-- WORK TO COMPLETE --
Among the lines of the records below, copy those that hold the word "Calle".

-- PROVIDED DATA --
+++

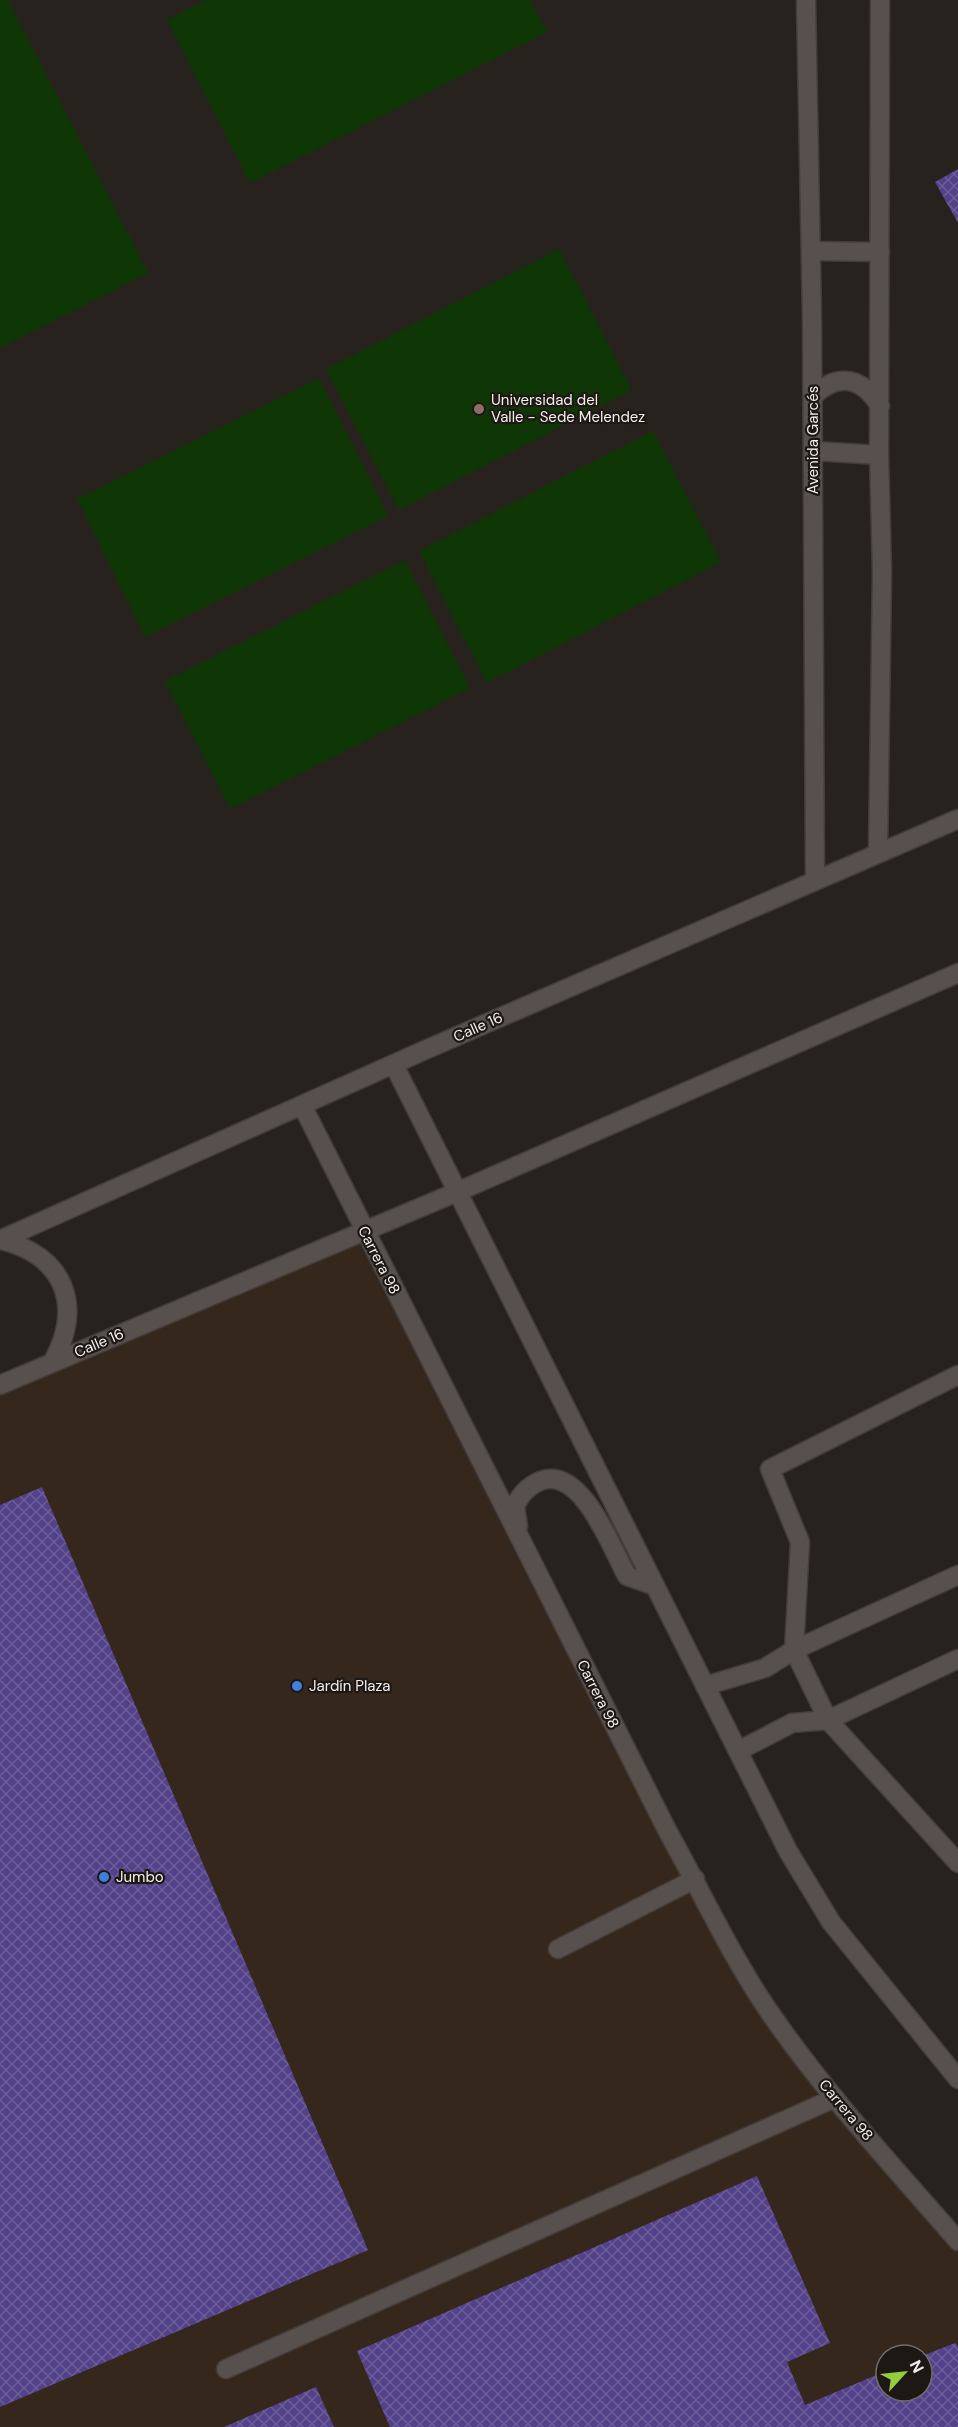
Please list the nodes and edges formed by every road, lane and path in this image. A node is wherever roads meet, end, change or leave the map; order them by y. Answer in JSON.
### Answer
{"nodes":[{"id":1,"x":806,"y":0,"type":"edge"},
{"id":2,"x":880,"y":0,"type":"edge"},
{"id":3,"x":811,"y":251,"type":"junction"},
{"id":4,"x":880,"y":252,"type":"junction"},
{"id":5,"x":813,"y":396,"type":"junction"},
{"id":6,"x":880,"y":406,"type":"junction"},
{"id":7,"x":813,"y":451,"type":"junction"},
{"id":8,"x":879,"y":455,"type":"junction"},
{"id":9,"x":958,"y":819,"type":"edge"},
{"id":10,"x":878,"y":852,"type":"junction"},
{"id":11,"x":815,"y":880,"type":"junction"},
{"id":12,"x":958,"y":973,"type":"edge"},
{"id":13,"x":394,"y":1065,"type":"junction"},
{"id":14,"x":302,"y":1105,"type":"junction"},
{"id":15,"x":457,"y":1192,"type":"junction"},
{"id":16,"x":363,"y":1230,"type":"junction"},
{"id":17,"x":1,"y":1240,"type":"edge"},
{"id":18,"x":52,"y":1363,"type":"junction"},
{"id":19,"x":958,"y":1375,"type":"edge"},
{"id":20,"x":0,"y":1385,"type":"edge"},
{"id":21,"x":521,"y":1539,"type":"junction"},
{"id":22,"x":958,"y":1575,"type":"edge"},
{"id":23,"x":653,"y":1585,"type":"junction"},
{"id":24,"x":794,"y":1650,"type":"junction"},
{"id":25,"x":958,"y":1659,"type":"edge"},
{"id":26,"x":705,"y":1686,"type":"junction"},
{"id":27,"x":828,"y":1720,"type":"junction"},
{"id":28,"x":738,"y":1751,"type":"junction"},
{"id":29,"x":958,"y":1863,"type":"edge"},
{"id":30,"x":695,"y":1879,"type":"junction"},
{"id":31,"x":558,"y":1949,"type":"dead end"},
{"id":32,"x":958,"y":2079,"type":"edge"},
{"id":33,"x":835,"y":2098,"type":"junction"},
{"id":34,"x":958,"y":2241,"type":"edge"},
{"id":35,"x":226,"y":2369,"type":"dead end"}],
"edges":[{"from":1,"to":3,"type":"street","name":"Avenida Garcés"},
{"from":2,"to":4,"type":"street"},
{"from":3,"to":4,"type":"street"},
{"from":3,"to":5,"type":"street","name":"Avenida Garcés"},
{"from":4,"to":6,"type":"street"},
{"from":5,"to":6,"type":"street"},
{"from":5,"to":7,"type":"street","name":"Avenida Garcés"},
{"from":6,"to":8,"type":"street"},
{"from":7,"to":8,"type":"street"},
{"from":7,"to":11,"type":"street","name":"Avenida Garcés"},
{"from":8,"to":10,"type":"street"},
{"from":9,"to":10,"type":"street","name":"Calle 16"},
{"from":10,"to":11,"type":"street","name":"Calle 16"},
{"from":11,"to":13,"type":"street","name":"Calle 16"},
{"from":12,"to":15,"type":"street","name":"Calle 16"},
{"from":13,"to":14,"type":"street","name":"Calle 16"},
{"from":13,"to":15,"type":"street"},
{"from":14,"to":16,"type":"street","name":"Carrera 98"},
{"from":14,"to":17,"type":"street","name":"Calle 16"},
{"from":15,"to":16,"type":"street","name":"Calle 16"},
{"from":15,"to":23,"type":"street"},
{"from":16,"to":18,"type":"street","name":"Calle 16"},
{"from":16,"to":21,"type":"street","name":"Carrera 98"},
{"from":17,"to":18,"type":"street"},
{"from":18,"to":20,"type":"street","name":"Calle 16"},
{"from":19,"to":24,"type":"street"},
{"from":21,"to":23,"type":"street"},
{"from":21,"to":30,"type":"street","name":"Carrera 98"},
{"from":22,"to":24,"type":"street"},
{"from":23,"to":26,"type":"street"},
{"from":24,"to":26,"type":"street"},
{"from":24,"to":27,"type":"street"},
{"from":25,"to":27,"type":"street"},
{"from":26,"to":28,"type":"street"},
{"from":27,"to":28,"type":"street"},
{"from":27,"to":29,"type":"street"},
{"from":28,"to":32,"type":"street"},
{"from":30,"to":31,"type":"street"},
{"from":30,"to":33,"type":"street","name":"Carrera 98"},
{"from":33,"to":34,"type":"street","name":"Carrera 98"},
{"from":33,"to":35,"type":"street"}]}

+++

-- ANSWER SPACE --
{"from":9,"to":10,"type":"street","name":"Calle 16"},
{"from":10,"to":11,"type":"street","name":"Calle 16"},
{"from":11,"to":13,"type":"street","name":"Calle 16"},
{"from":12,"to":15,"type":"street","name":"Calle 16"},
{"from":13,"to":14,"type":"street","name":"Calle 16"},
{"from":14,"to":17,"type":"street","name":"Calle 16"},
{"from":15,"to":16,"type":"street","name":"Calle 16"},
{"from":16,"to":18,"type":"street","name":"Calle 16"},
{"from":18,"to":20,"type":"street","name":"Calle 16"},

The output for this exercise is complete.